# [Work instruction]
Return each line below holding the string "rgba".

# [Source data]
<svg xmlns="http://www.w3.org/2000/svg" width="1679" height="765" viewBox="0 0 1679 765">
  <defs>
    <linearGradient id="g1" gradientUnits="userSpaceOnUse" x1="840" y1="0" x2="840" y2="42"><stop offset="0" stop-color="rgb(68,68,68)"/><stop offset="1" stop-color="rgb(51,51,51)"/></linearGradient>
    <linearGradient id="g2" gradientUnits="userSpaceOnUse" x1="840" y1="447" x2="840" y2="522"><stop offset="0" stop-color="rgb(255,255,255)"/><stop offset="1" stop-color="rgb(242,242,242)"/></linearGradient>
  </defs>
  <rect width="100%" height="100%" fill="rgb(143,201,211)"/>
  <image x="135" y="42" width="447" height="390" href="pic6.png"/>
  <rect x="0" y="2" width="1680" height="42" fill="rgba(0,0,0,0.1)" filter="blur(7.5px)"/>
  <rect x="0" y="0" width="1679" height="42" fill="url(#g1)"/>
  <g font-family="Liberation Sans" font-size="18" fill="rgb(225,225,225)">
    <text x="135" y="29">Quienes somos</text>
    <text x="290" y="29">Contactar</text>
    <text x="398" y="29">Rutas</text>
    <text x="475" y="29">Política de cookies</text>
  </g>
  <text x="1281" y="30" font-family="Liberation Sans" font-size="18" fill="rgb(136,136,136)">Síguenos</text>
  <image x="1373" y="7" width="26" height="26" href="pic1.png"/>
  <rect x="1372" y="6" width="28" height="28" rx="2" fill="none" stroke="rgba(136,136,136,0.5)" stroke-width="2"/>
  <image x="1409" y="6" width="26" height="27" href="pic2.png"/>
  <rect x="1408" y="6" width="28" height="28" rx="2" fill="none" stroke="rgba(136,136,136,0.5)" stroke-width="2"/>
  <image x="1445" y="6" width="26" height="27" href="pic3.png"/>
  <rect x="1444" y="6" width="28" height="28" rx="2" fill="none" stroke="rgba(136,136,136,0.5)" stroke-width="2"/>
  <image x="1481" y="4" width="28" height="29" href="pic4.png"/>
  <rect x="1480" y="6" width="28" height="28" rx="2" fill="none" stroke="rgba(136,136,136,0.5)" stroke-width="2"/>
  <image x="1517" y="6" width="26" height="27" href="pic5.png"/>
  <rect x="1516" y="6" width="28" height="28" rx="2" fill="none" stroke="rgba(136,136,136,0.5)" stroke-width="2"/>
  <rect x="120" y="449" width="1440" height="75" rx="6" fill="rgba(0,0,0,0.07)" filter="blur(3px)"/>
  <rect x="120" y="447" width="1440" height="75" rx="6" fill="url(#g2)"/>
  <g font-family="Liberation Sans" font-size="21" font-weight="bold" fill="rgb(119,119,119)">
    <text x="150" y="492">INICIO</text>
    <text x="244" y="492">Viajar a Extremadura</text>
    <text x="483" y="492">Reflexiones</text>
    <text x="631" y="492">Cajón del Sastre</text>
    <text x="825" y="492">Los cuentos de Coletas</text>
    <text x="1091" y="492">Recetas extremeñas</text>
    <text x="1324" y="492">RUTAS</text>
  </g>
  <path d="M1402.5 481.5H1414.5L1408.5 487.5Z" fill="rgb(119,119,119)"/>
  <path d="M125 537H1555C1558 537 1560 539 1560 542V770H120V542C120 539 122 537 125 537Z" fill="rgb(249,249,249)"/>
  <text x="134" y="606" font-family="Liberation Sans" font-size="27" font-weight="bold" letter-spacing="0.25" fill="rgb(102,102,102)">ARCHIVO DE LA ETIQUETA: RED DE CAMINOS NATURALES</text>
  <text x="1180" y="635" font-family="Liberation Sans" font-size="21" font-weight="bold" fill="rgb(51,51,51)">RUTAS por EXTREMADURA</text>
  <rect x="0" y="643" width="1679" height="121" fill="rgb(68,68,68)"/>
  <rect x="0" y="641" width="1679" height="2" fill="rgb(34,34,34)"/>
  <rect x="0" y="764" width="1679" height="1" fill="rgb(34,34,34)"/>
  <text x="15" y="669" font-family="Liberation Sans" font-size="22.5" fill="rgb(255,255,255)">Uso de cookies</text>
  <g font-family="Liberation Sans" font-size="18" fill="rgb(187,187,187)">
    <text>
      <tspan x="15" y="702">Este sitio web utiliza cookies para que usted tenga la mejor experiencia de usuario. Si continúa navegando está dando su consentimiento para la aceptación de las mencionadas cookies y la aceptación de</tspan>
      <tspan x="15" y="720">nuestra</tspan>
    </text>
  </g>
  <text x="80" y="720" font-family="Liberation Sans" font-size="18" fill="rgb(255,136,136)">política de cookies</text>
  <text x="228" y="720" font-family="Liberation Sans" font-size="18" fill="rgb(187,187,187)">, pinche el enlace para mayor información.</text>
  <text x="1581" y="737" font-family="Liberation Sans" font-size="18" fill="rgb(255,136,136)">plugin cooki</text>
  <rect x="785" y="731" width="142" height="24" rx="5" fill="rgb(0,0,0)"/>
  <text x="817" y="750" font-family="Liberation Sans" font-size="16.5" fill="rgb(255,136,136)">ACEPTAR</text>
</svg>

# [Reply]
  <rect x="0" y="2" width="1680" height="42" fill="rgba(0,0,0,0.1)" filter="blur(7.5px)"/>
  <rect x="1372" y="6" width="28" height="28" rx="2" fill="none" stroke="rgba(136,136,136,0.5)" stroke-width="2"/>
  <rect x="1408" y="6" width="28" height="28" rx="2" fill="none" stroke="rgba(136,136,136,0.5)" stroke-width="2"/>
  <rect x="1444" y="6" width="28" height="28" rx="2" fill="none" stroke="rgba(136,136,136,0.5)" stroke-width="2"/>
  <rect x="1480" y="6" width="28" height="28" rx="2" fill="none" stroke="rgba(136,136,136,0.5)" stroke-width="2"/>
  <rect x="1516" y="6" width="28" height="28" rx="2" fill="none" stroke="rgba(136,136,136,0.5)" stroke-width="2"/>
  <rect x="120" y="449" width="1440" height="75" rx="6" fill="rgba(0,0,0,0.07)" filter="blur(3px)"/>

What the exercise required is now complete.